Graduate student Kansas State University Manhattan, Kansas, United States
Abstract: Developing bioactive peptides in food proteins for nutraceutical and pharmaceutical applications is gaining momentum. Traditional wet lab methods can be time-consuming and require significant effort. With the advent of large-scale protein and peptide datasets and advanced machine learning techniques, artificial intelligence (AI)-based methods can accelerate the discovery of peptides with specific bioactivities and supplement traditional wet lab methods. In this presentation, I will discuss our recent research on the development of advanced models for peptide discovery using both traditional machine learning and deep learning techniques. Initially, we employed AAIndex-based local descriptor for peptide representation and compared seven feature selection techniques and 14 traditional machine learning methods for quantitative structure–activity relationship (QSAR) modeling of antioxidant peptides. We successfully developed the most advanced antioxidant activity prediction models for tripeptides and dipeptides, respectively, and demonstrated their applications in sorghum proteins.
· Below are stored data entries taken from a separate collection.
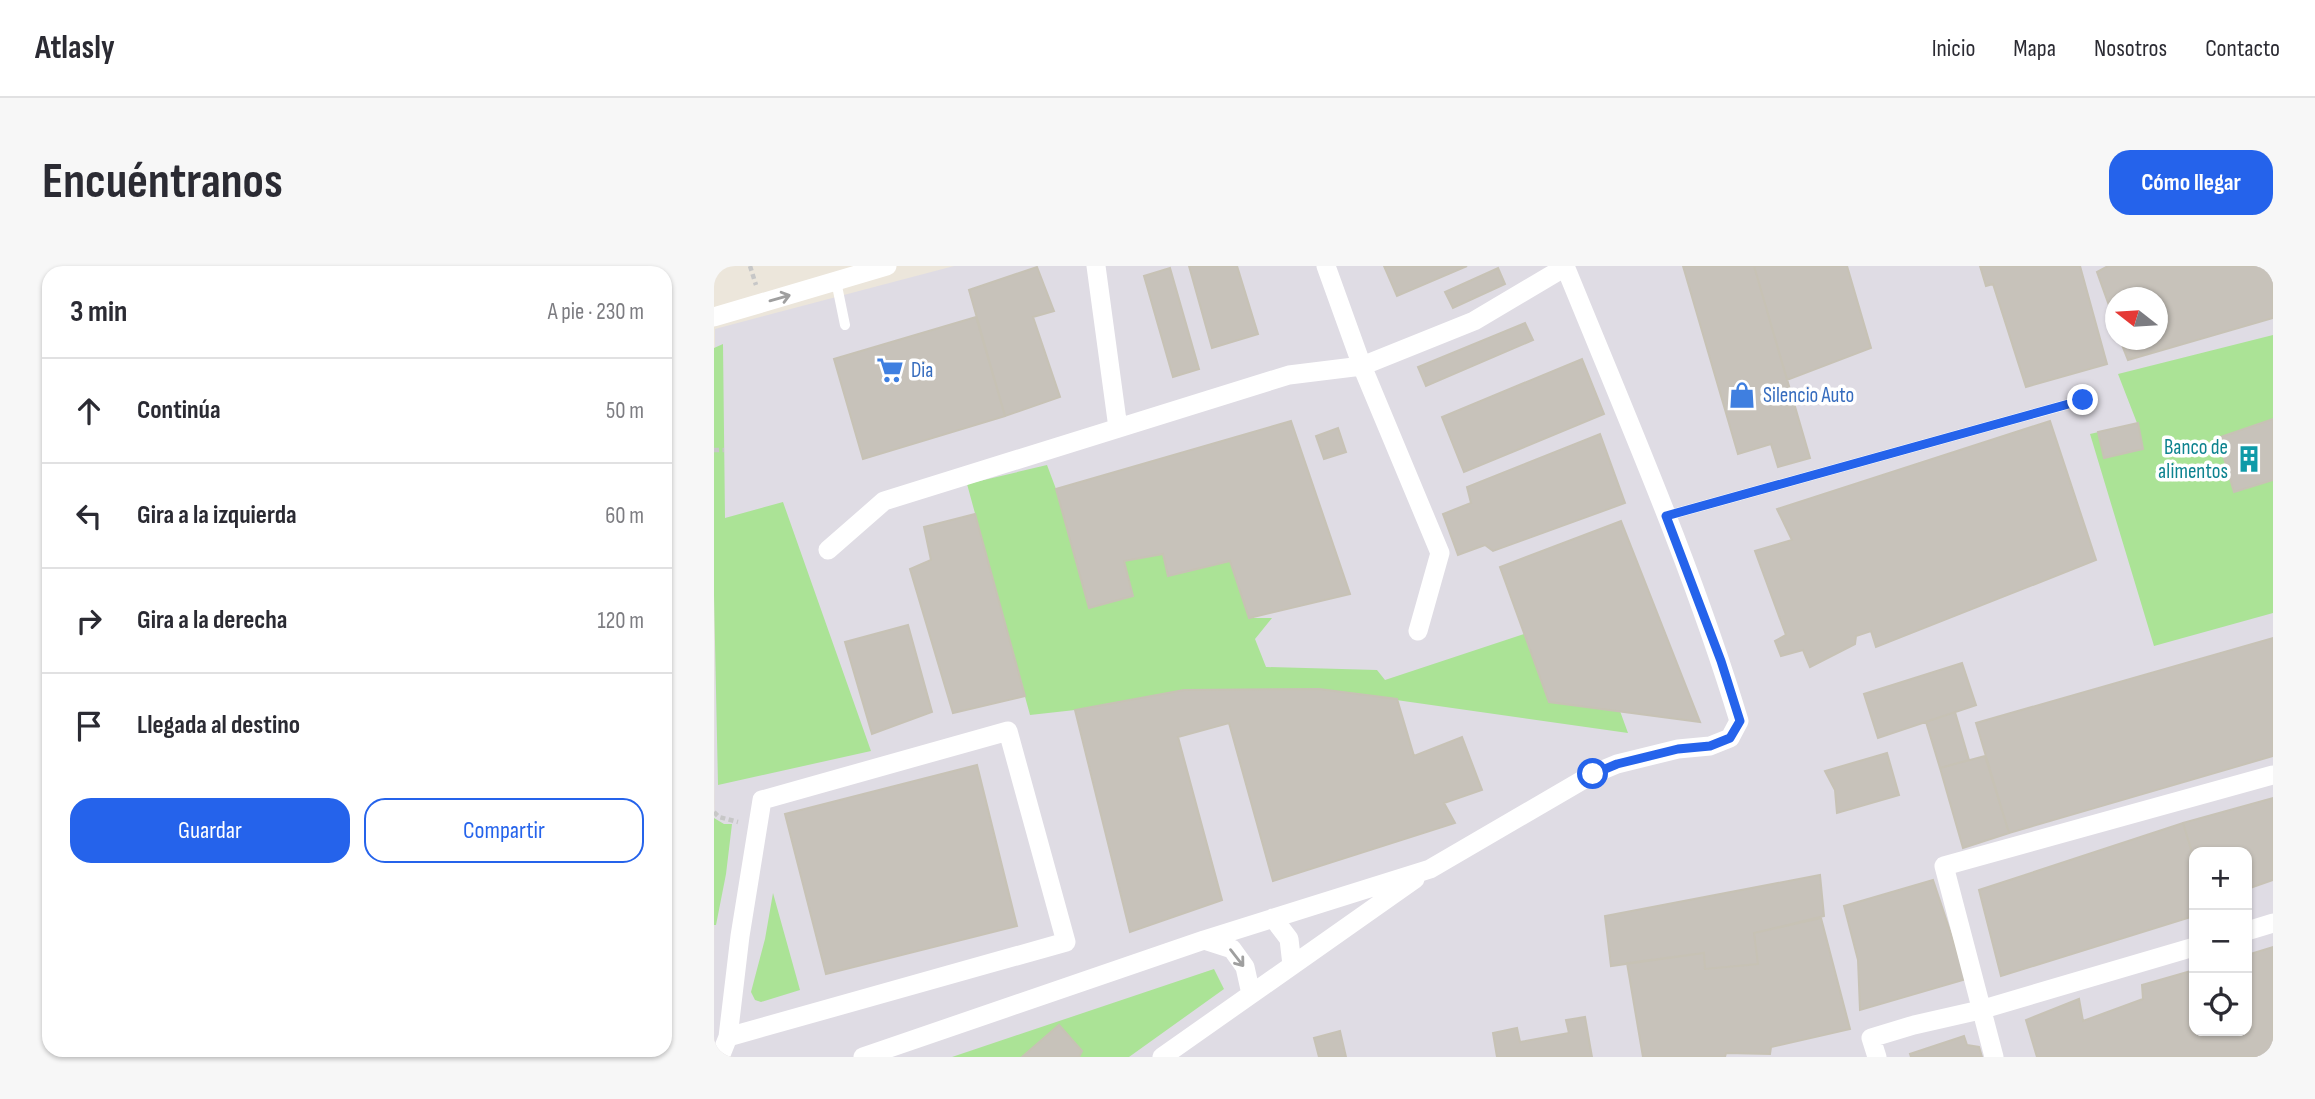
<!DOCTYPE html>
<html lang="es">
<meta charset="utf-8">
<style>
:root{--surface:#fff;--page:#f7f7f7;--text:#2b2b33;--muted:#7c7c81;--line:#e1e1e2;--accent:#2563eb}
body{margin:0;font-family:"Sofia Sans Condensed",sans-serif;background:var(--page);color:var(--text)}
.controls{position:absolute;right:21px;bottom:21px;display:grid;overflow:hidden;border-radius:14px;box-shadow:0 2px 5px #0004}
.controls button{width:63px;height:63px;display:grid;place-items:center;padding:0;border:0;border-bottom:2px solid var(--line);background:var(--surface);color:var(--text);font:35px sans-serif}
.compass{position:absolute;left:1391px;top:21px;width:63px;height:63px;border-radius:50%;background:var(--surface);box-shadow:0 2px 5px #0004;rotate:287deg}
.stop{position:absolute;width:21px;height:21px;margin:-16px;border:5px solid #2563eb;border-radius:50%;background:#fff}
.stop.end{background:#2563eb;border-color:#fff;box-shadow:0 2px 7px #0008}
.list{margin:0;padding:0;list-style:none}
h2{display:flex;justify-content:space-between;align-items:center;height:91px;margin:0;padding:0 28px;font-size:30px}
h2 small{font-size:23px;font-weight:400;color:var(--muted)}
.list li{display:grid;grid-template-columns:46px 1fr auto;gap:21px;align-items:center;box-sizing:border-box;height:105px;padding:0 28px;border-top:2px solid var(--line)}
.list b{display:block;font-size:26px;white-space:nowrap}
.list em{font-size:23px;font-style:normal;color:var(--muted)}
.actions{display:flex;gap:14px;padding:21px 28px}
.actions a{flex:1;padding:16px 0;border:2px solid var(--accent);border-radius:21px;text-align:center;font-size:24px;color:var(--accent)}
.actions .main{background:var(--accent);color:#fff}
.icon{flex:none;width:38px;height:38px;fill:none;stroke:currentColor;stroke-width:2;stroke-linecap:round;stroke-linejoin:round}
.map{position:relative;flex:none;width:1559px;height:791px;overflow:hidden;border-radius:21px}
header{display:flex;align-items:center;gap:42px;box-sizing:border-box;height:98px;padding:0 35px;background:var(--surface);border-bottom:2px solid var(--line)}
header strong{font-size:33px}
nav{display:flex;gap:38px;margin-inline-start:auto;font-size:24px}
.intro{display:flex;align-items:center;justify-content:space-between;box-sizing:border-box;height:168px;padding:0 42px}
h1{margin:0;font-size:49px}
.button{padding:18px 32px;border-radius:21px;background:var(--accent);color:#fff;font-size:24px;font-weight:700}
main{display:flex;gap:42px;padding:0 42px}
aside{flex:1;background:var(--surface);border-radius:21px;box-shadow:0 2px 5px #0004}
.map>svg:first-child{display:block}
.industrial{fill:#dfdce4;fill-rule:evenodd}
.green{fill:#abe396}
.building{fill:#c7c2ba;stroke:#c7c2b5;stroke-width:2}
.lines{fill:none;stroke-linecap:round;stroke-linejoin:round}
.path{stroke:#c7c7c7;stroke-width:4.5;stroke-dasharray:5 3.5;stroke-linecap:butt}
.lane{stroke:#fff;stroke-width:10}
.street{stroke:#fff;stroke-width:19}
.oneway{stroke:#9f9f9f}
.route{stroke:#2563eb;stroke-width:9}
.labels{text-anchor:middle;stroke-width:7;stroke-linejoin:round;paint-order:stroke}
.shop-label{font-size:21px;fill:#366cbe;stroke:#fff;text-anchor:start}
.culture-label{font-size:21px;fill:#0d838f;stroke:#fff;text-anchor:end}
</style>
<header>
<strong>Atlasly</strong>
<nav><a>Inicio</a><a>Mapa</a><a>Nosotros</a><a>Contacto</a></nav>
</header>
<div class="intro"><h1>Encuéntranos</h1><a class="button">Cómo llegar</a></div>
<main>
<aside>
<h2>3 min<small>A pie · 230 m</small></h2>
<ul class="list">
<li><svg class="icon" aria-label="ahead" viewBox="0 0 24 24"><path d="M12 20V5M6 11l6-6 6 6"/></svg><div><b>Continúa</b></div><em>50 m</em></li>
<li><svg class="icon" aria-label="left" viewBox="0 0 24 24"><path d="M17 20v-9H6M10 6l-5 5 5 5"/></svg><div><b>Gira a la izquierda</b></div><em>60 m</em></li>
<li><svg class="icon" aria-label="right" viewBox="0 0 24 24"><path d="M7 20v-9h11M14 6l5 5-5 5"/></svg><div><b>Gira a la derecha</b></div><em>120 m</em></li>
<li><svg class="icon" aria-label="arrive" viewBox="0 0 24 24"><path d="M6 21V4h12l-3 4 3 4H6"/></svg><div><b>Llegada al destino</b></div></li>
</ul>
<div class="actions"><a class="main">Guardar</a><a>Compartir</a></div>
</aside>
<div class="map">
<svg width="1559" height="791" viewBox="0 0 1559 791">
<rect width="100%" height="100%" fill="#ece6db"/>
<path class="industrial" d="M240 0H1559V791H0L1 63ZM1402 32H1444V74H1402ZM1480 586H1533V765H1480Z"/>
<path class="green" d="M1559 69V347L1440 380 1376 168 1423 157 1404 108Z
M9 78 11 252 69 236 157 485 4 519 0 329V82Z
M333 199 342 223 375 342 418 330 410 295 449 288 454 309 516 295 535 352H558L541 373 552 401 663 404 671 414 810 368 835 436 906 445 914 467 605 423 470 424 361 444 316 449 253 218Z
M0 552 10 558H18L12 608 2 659H0Z
M59 627 86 724 47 736 41 734 37 726 51 673Z
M500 703 510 723 415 791H238Z"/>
<path class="building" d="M475 0H523L544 68 498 82Z
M670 0H753L683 30Z
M969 0H1040L1096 192 1064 201 1057 178 1024 188Z
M1040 0H1133L1157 82 1073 114Z
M1266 0H1366L1393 98 1312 121 1279 18 1272 20Z
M1394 0H1559V52L1414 94 1406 74H1444V32H1402V59L1383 6Z
M323 1 340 45 319 51 346 131 291 150 255 24Z
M456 2 485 103 459 111 430 10Z
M784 2 791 18 739 42 731 26Z
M262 51 291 150 149 193 120 93Z
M811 57 819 74 712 120 704 101Z
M868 93 890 148 750 206 728 151Z
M1559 153V214L1520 226 1504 172Z
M577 155 636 328 535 352 516 295 454 310 449 288 410 295 419 330 375 342 342 223Z
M1336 155 1382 294 1162 381 1157 365 1142 370 1141 378 1096 401 1089 384 1067 390 1061 375 1072 369 1041 285 1078 274 1063 243Z
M1424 157 1429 183 1390 192 1384 166Z
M624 162 632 186 610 193 602 170Z
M886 168 911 237 779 285 771 279 744 289 729 248 757 237 753 221Z
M261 248 311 430 239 447 196 303 217 294 210 261Z
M907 255 986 456 835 436 786 301Z
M194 359 218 446 158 468 131 376Z
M1559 372V490L1295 567 1262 457Z
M1248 397 1262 439 1164 472 1150 428Z
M605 423 683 433 700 490 748 471 768 524 730 537 741 557 559 615 515 457 464 471 508 634 416 666 361 444 470 424Z
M1241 446 1255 494 1226 502 1212 456Z
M1173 487 1185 529 1123 547 1121 524 1111 505Z
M1271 490 1295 567 1249 582 1226 502Z
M263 499 303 660 112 708 71 548Z
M1559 532V614L1533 623V586H1480V593L1469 557Z
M1469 557 1480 593V650L1287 710 1265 624Z
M1106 609 1110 650 1040 667 1044 698 991 703 990 687 897 700 891 650Z
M1219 614 1252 713 1146 744 1144 694 1130 640Z
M1107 652 1136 763 1057 781 1056 788 1012 787 1011 791H929L913 697 990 687 991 703 1044 698 1040 667Z
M1559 681V791H1323L1312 754 1365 733 1369 755 1429 733 1428 719 1480 704V765H1533V689Z
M871 751 878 791H783L779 767 803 762 806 776 855 767 852 754Z
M345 759 368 785 365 791H308Z
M626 765 632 791H605L600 772Z
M1250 770 1253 779 1265 781 1268 791H1197L1196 788Z"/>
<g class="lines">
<path class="path" d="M36 0 42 19
M0 184H10
M0 546 5 551 24 556"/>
<path class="lane" d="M122 15 131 59
M952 250 1369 134"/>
<path class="street" d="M382 0 404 162
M612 0 648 100 726 287 704 365
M0 51 173 0
M114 284 170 235 575 109 648 100 760 55 851 1
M559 652 575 673 578 699
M1533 665 1559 657
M490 674 518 683 531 701 537 728
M6 791 14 771 26 670 48 534 294 465 352 676 14 771
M149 791 490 674 716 603 879 508 903 498 964 483 996 480 1016 472 1025 455C978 300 912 150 851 0
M448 791 701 613
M1163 791 1157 772 1200 759 1266 744 1480 681
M1280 791 1230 600 1559 509"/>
</g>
<defs><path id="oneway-shaft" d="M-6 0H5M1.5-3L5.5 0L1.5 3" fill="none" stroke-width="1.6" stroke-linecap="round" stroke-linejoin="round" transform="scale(1.75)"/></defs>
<g class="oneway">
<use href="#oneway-shaft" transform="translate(66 32) rotate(-16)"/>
<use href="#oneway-shaft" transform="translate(523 692) rotate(52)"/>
</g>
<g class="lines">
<path class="route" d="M879 508 903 498 964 483 996 480 1016 472 1026 455 1007 395 952 250 1369 134"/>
</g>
<defs>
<symbol id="supermarket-bare" viewBox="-9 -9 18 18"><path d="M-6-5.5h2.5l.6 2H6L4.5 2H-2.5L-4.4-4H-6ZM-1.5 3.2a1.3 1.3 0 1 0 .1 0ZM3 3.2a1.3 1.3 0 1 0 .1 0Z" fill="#3f7fe0" stroke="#fff" stroke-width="2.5" paint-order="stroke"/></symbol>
<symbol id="shop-bare" viewBox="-9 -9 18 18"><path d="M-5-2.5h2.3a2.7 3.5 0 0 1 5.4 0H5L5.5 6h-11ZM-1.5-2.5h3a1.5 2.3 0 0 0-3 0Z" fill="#3f7fe0" stroke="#fff" stroke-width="2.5" paint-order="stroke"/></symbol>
<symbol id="building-bare" viewBox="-9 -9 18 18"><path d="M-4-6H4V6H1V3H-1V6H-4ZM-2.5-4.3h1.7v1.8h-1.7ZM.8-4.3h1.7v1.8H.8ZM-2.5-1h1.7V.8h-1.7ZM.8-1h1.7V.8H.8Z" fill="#0f9aa8" stroke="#fff" stroke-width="2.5" paint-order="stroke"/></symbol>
</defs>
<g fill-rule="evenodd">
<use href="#supermarket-bare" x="157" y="85" width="38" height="38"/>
<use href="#shop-bare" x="1009" y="110" width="38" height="38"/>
<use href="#building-bare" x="1516" y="174" width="38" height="38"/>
</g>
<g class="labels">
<g class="shop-label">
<text x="197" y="111">Dia</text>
<text x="1049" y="136">Silencio Auto</text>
</g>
<g class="culture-label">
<text x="1514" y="188">Banco de<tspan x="1514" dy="24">alimentos</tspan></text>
</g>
</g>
</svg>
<div class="controls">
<button>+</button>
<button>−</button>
<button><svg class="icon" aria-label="locate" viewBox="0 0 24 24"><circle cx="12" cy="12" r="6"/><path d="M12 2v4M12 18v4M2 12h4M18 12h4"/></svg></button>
</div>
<svg class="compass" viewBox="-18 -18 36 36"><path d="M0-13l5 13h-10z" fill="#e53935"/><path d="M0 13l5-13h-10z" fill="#7c7c81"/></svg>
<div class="stop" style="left:879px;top:508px"></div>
<div class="stop end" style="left:1369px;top:134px"></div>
</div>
</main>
To broaden the spectrum of prediction model application scenarios, we further employed pretrained protein language models (LMs) as an alternative approach for peptide embeddings. We proposed the UniDL4BioPep, a universal deep learning architecture based on LM and convolutional neural network (CNN) for binary classification in peptide bioactivity. The UniDL4BioPep performed better than existing state-of-the-art models in 9 out of 10 different bioactivity prediction tasks, with higher accuracy, Mathews correlation coefficient, and area under the curve values. The newly developed model can be self-adaptive to predict any bioactivity of peptides with any length and achieve cutting-edge performance. Additionally, we explored the usage of LM with unfixed dimension output and hybrid model (CNN-LSTM network) and built the predictor LM4ACE for multiclass classification of antihypertensive peptides with great performance.
In summary, the use of AI-based approaches has the potential to improve the efficiency and effectiveness of bioactive peptide discovery. The success of our models may inspire further collaboration between biochemists and bioinformaticians in this field.